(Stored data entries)
◇ ◇ ◇ ◇ ◇ ◇ ◇

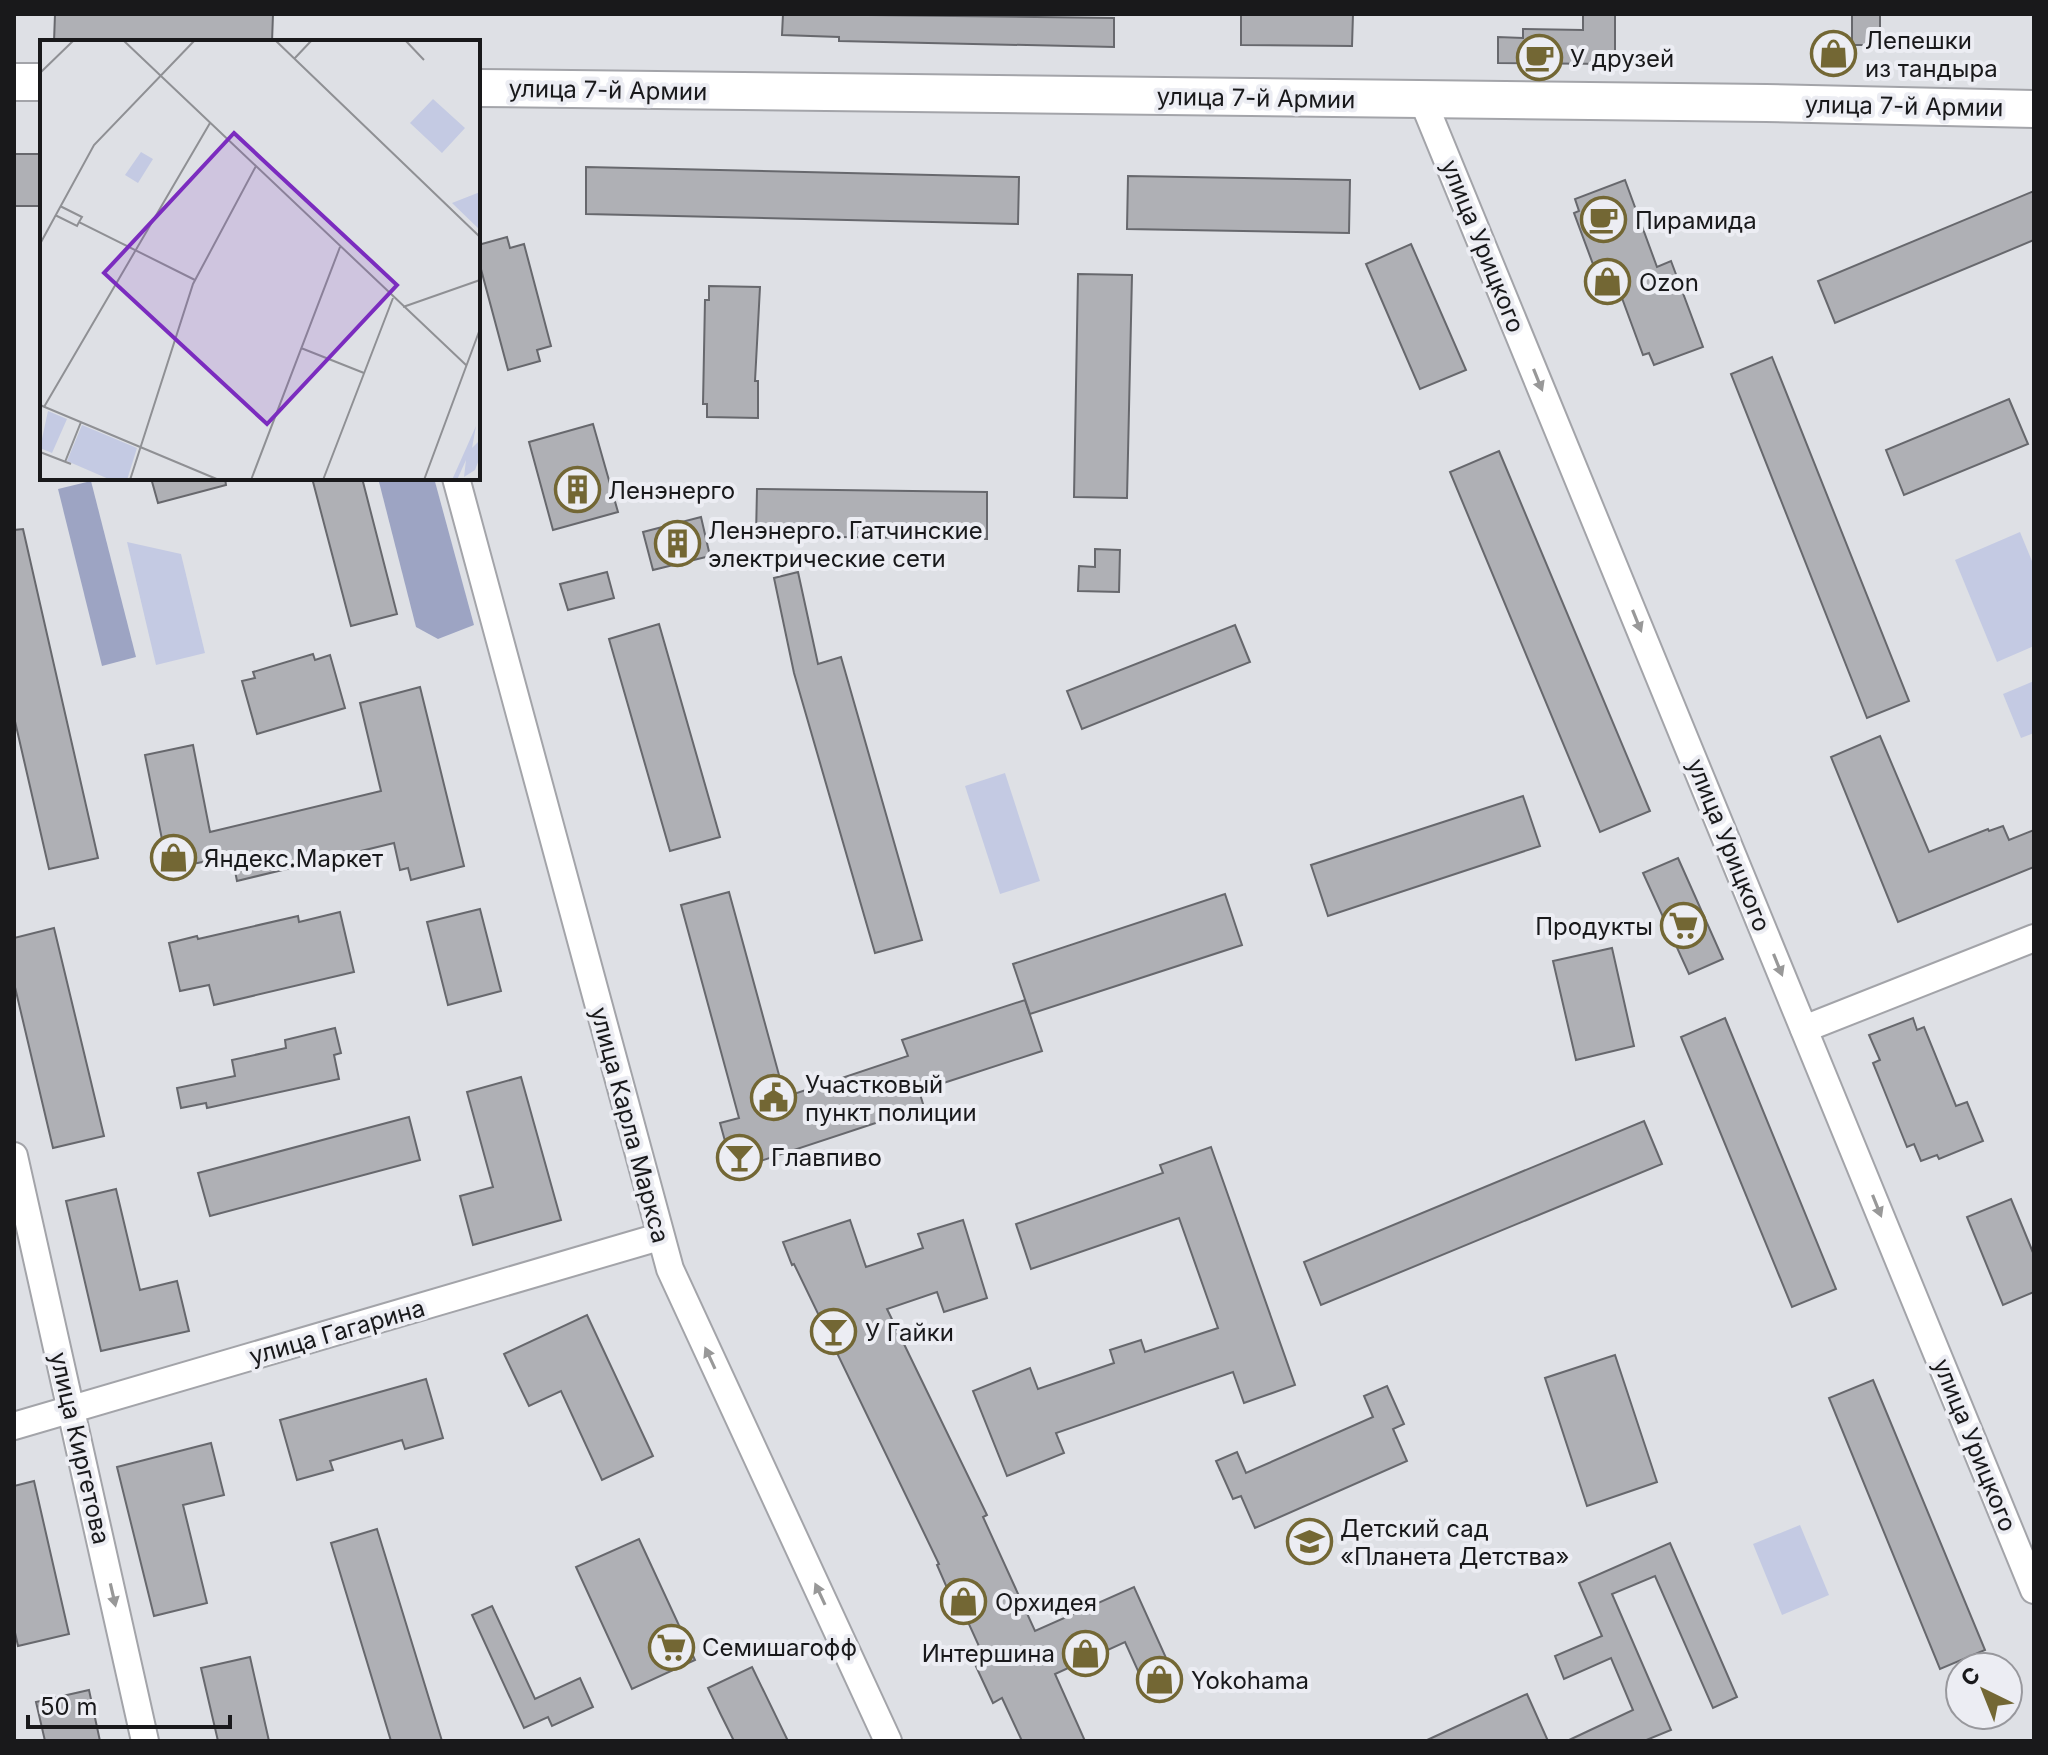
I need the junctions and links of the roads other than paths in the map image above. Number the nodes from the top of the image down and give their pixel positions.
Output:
1 (14, 82) edge
2 (40, 82) edge
3 (480, 88) edge
4 (1423, 101) junction
5 (2034, 109) edge
6 (457, 480) edge
7 (2034, 938) edge
8 (1804, 1029) junction
9 (14, 1156) edge
10 (659, 1237) junction
11 (71, 1410) junction
12 (14, 1426) edge
13 (2034, 1590) edge
14 (145, 1741) edge
15 (888, 1741) edge

1 - 2 street
3 - 4 street, улица 7-й Армии
4 - 5 street, улица 7-й Армии
4 -> 8 street, улица Урицкого
6 - 10 street, улица Карла Маркса
7 - 8 street
8 -> 13 street, улица Урицкого
9 - 11 street, улица Киргетова
10 - 11 street, улица Гагарина
15 -> 10 street, улица Карла Маркса
11 - 12 street, улица Гагарина
11 -> 14 street, улица Киргетова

◇ ◇ ◇ ◇ ◇ ◇ ◇

_Work instruction_. The entries above need to be output again in full, exactly, and without pictures.

_Completed exercise_.
I need the junctions and links of the roads other than paths in the map image above. Number the nodes from the top of the image down and give their pixel positions.
Output:
1 (14, 82) edge
2 (40, 82) edge
3 (480, 88) edge
4 (1423, 101) junction
5 (2034, 109) edge
6 (457, 480) edge
7 (2034, 938) edge
8 (1804, 1029) junction
9 (14, 1156) edge
10 (659, 1237) junction
11 (71, 1410) junction
12 (14, 1426) edge
13 (2034, 1590) edge
14 (145, 1741) edge
15 (888, 1741) edge

1 - 2 street
3 - 4 street, улица 7-й Армии
4 - 5 street, улица 7-й Армии
4 -> 8 street, улица Урицкого
6 - 10 street, улица Карла Маркса
7 - 8 street
8 -> 13 street, улица Урицкого
9 - 11 street, улица Киргетова
10 - 11 street, улица Гагарина
15 -> 10 street, улица Карла Маркса
11 - 12 street, улица Гагарина
11 -> 14 street, улица Киргетова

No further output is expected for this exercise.